__Action item__: All entries are to be copied exactly, with pictures removed.

===== Records supplied =====

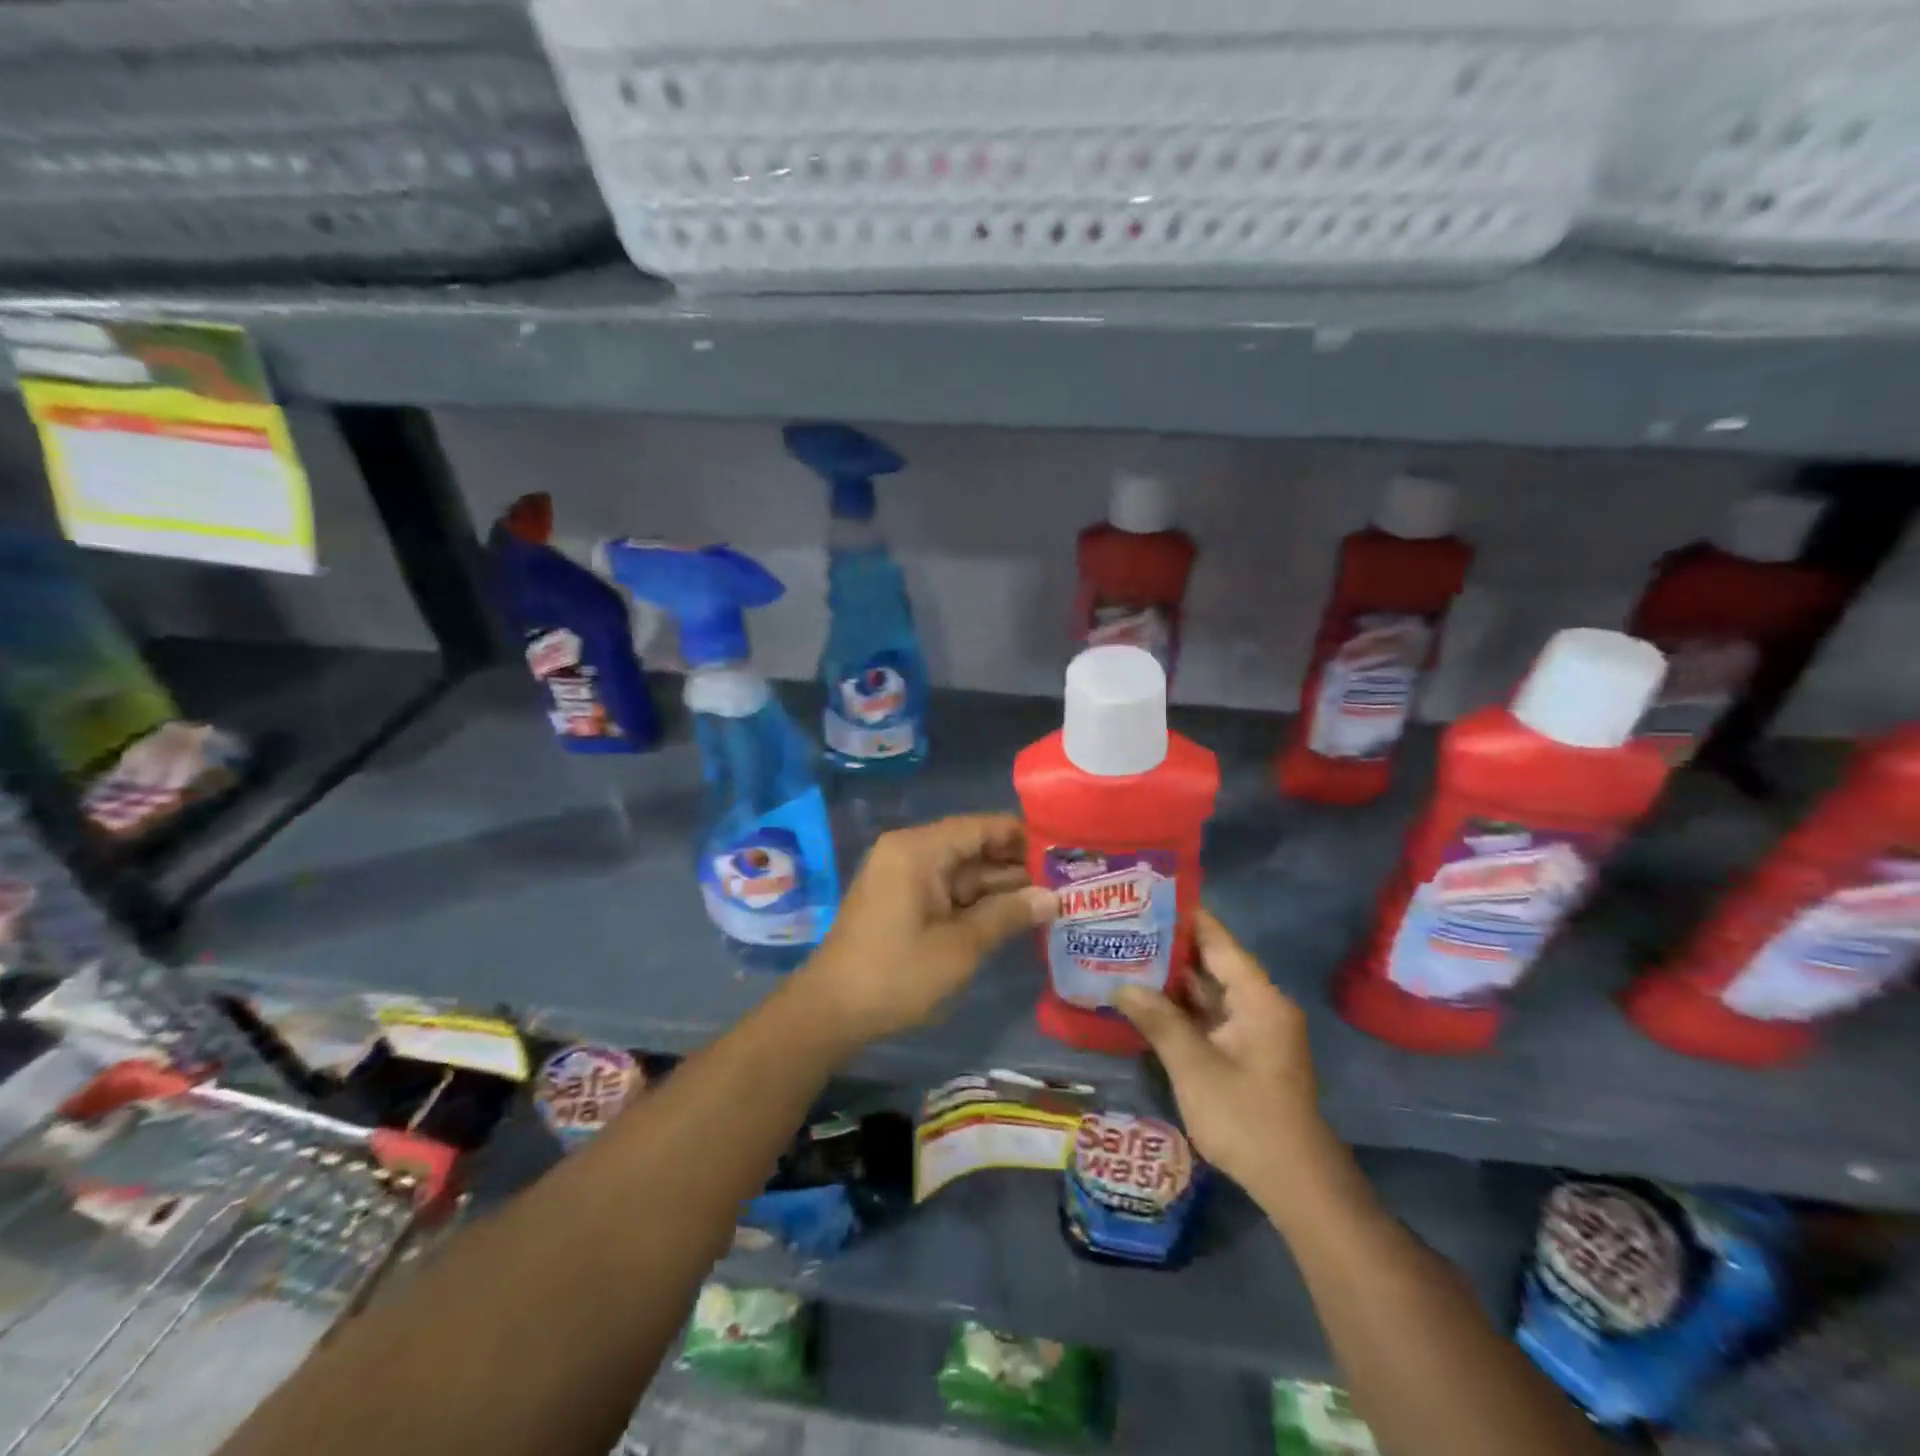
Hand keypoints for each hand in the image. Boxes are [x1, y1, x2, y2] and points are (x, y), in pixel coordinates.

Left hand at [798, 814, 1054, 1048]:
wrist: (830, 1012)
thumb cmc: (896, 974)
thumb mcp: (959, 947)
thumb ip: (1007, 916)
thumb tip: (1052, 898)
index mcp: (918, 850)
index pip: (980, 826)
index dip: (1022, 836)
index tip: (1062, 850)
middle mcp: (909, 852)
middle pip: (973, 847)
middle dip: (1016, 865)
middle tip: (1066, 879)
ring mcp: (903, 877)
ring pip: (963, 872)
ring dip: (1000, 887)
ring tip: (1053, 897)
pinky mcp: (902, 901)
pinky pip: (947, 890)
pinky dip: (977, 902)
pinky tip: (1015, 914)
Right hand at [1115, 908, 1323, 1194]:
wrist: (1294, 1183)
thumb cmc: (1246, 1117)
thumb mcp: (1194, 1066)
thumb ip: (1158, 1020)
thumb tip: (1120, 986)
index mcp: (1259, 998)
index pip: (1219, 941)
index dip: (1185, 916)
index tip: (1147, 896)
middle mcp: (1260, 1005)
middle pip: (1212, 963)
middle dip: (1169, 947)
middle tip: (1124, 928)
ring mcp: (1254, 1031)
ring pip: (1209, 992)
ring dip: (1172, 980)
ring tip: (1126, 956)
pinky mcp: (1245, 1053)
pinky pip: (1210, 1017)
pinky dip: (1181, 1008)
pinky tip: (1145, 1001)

=====

__Result for this task__:
Hand keypoints for each hand in the image. Boxes are [x1, y1, x2, y2] and points are (x, y), in pixel coordinates.

Left hand at [798, 814, 1054, 1048]:
wrist: (830, 1012)
thumb cmc: (896, 974)
thumb mcp: (959, 947)
thumb ip: (1007, 916)
thumb tip: (1052, 898)
index mcp: (918, 850)
index pip: (980, 826)
index dip: (1022, 836)
index tip: (1062, 850)
middle mcp: (909, 852)
middle pip: (973, 847)
middle dip: (1016, 865)
middle tip: (1066, 879)
ring mcp: (903, 877)
ring pip: (963, 872)
ring dip: (1000, 887)
ring tip: (1053, 897)
pinky mcp: (902, 901)
pinky pip: (947, 890)
pinky dip: (977, 902)
pinky tip: (1015, 914)
Right hand at [1115, 908, 1323, 1194]:
wrist: (1294, 1183)
thumb cmc: (1246, 1117)
thumb mcp: (1194, 1066)
thumb ip: (1158, 1020)
thumb tip: (1120, 986)
index mcp: (1259, 998)
index pip: (1219, 941)
index dip: (1185, 916)
index tip: (1147, 896)
middle mcp: (1260, 1005)
middle pip: (1212, 963)
middle dip: (1169, 947)
middle tip: (1124, 928)
ring mcp: (1254, 1031)
ring pip: (1209, 992)
ring dip: (1172, 980)
ring tip: (1126, 956)
pinky mcp: (1245, 1053)
pinky pip: (1210, 1017)
pinky dip: (1181, 1008)
pinky tip: (1145, 1001)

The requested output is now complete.